* [YOUR ASSIGNMENT]
Look through the data below and return each line where "center" appears.
◆ ◆ ◆
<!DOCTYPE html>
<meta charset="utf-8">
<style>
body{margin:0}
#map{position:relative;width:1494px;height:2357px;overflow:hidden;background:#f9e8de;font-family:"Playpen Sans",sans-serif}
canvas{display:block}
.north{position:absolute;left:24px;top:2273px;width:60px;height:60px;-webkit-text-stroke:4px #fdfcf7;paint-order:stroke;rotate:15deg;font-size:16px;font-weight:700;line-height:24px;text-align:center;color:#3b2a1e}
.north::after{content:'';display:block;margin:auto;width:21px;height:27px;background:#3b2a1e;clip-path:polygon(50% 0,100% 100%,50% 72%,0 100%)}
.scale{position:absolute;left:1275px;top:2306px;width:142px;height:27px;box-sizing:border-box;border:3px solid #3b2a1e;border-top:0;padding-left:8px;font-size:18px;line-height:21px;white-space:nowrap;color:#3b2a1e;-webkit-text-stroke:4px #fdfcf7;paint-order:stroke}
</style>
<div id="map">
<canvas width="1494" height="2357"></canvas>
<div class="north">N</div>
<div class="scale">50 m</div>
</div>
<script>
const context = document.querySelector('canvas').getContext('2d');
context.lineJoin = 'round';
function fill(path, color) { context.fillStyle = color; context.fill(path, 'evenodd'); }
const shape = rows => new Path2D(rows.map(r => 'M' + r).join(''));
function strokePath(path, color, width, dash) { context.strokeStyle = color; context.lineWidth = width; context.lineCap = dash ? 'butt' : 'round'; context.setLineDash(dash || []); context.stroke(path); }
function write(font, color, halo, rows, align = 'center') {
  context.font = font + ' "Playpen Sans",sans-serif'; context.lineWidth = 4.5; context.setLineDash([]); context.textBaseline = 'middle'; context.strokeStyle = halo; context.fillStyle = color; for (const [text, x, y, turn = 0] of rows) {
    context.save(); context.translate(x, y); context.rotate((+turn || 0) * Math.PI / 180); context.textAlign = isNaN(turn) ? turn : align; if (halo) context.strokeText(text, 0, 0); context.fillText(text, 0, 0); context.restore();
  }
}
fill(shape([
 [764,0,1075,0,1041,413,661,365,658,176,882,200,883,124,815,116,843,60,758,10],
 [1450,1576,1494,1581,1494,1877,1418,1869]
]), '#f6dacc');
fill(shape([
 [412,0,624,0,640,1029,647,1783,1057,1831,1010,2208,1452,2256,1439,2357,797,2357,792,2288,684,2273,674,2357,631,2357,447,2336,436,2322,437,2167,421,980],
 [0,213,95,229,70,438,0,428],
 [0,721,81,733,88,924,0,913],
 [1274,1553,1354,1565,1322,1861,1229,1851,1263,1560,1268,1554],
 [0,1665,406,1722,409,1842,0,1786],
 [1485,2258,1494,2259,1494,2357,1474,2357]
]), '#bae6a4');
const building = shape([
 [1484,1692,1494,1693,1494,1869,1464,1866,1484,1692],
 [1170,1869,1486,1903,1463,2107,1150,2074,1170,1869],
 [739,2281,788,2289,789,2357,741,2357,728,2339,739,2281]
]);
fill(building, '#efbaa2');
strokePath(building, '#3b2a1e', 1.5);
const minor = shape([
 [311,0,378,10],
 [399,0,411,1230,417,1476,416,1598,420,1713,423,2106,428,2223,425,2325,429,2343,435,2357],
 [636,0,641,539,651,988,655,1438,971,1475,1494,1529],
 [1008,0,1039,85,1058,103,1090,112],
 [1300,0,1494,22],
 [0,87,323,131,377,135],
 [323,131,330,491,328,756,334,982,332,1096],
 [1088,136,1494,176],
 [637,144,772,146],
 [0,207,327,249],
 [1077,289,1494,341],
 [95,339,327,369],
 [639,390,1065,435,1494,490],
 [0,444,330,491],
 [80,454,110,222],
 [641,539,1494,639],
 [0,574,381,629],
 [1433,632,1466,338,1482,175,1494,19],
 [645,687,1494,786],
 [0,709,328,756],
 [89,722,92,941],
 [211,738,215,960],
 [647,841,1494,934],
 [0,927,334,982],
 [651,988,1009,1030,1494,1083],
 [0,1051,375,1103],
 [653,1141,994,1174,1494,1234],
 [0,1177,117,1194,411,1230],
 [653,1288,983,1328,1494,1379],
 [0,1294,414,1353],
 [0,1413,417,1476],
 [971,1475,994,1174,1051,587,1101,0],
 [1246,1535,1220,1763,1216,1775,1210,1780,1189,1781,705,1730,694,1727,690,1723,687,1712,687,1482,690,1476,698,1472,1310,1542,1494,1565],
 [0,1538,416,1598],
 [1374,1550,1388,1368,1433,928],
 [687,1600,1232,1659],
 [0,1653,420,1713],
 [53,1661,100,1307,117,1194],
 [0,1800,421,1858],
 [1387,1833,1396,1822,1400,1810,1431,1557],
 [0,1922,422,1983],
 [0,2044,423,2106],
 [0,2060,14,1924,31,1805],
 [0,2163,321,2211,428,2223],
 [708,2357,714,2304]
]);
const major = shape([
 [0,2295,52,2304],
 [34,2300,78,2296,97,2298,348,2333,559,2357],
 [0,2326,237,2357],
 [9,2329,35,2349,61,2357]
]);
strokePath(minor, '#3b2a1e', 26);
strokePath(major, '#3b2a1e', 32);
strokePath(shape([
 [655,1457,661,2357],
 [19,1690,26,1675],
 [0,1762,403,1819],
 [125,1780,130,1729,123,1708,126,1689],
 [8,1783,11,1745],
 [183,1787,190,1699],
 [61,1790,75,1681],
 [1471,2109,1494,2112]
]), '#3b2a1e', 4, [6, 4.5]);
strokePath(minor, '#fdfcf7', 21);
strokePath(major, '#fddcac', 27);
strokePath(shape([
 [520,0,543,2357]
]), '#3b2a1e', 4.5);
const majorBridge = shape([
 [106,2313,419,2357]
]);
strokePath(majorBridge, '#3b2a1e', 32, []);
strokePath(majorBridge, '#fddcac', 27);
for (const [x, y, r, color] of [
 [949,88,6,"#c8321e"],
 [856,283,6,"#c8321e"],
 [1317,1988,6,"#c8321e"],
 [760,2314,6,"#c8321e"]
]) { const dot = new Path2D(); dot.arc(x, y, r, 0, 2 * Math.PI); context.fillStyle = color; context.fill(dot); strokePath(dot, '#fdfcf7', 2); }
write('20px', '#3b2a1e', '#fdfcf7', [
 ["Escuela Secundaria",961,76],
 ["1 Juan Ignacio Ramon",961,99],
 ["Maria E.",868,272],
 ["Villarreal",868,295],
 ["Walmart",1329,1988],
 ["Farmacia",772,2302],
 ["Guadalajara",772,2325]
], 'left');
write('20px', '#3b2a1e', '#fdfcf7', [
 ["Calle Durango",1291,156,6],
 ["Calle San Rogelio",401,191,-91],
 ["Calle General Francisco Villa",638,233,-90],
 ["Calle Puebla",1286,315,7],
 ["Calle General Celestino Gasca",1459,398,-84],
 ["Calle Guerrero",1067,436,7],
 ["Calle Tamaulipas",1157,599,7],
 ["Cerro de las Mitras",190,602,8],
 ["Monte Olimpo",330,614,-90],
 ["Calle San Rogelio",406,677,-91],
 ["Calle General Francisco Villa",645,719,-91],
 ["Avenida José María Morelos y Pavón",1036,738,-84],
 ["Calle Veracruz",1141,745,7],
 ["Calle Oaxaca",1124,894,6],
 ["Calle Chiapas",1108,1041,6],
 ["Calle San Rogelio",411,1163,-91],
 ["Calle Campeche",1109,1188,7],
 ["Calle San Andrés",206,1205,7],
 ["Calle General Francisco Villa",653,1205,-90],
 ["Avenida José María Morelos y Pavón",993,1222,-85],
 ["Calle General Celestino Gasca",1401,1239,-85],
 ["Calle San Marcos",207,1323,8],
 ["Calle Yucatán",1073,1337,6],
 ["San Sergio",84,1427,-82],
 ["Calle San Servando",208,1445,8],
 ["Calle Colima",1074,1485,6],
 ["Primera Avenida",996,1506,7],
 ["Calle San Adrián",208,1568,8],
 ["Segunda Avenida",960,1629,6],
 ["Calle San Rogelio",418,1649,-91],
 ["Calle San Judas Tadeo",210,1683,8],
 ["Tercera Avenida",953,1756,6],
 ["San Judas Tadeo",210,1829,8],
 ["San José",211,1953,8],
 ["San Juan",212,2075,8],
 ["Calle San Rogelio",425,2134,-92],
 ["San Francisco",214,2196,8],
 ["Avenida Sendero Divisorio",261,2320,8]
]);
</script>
◆ ◆ ◆
* [PROBLEM SOLUTION]
.north{position:absolute;left:24px;top:2273px;width:60px;height:60px;-webkit-text-stroke:4px #fdfcf7;paint-order:stroke;rotate:15deg;font-size:16px;font-weight:700;line-height:24px;text-align:center;color:#3b2a1e}
function write(font, color, halo, rows, align = 'center') {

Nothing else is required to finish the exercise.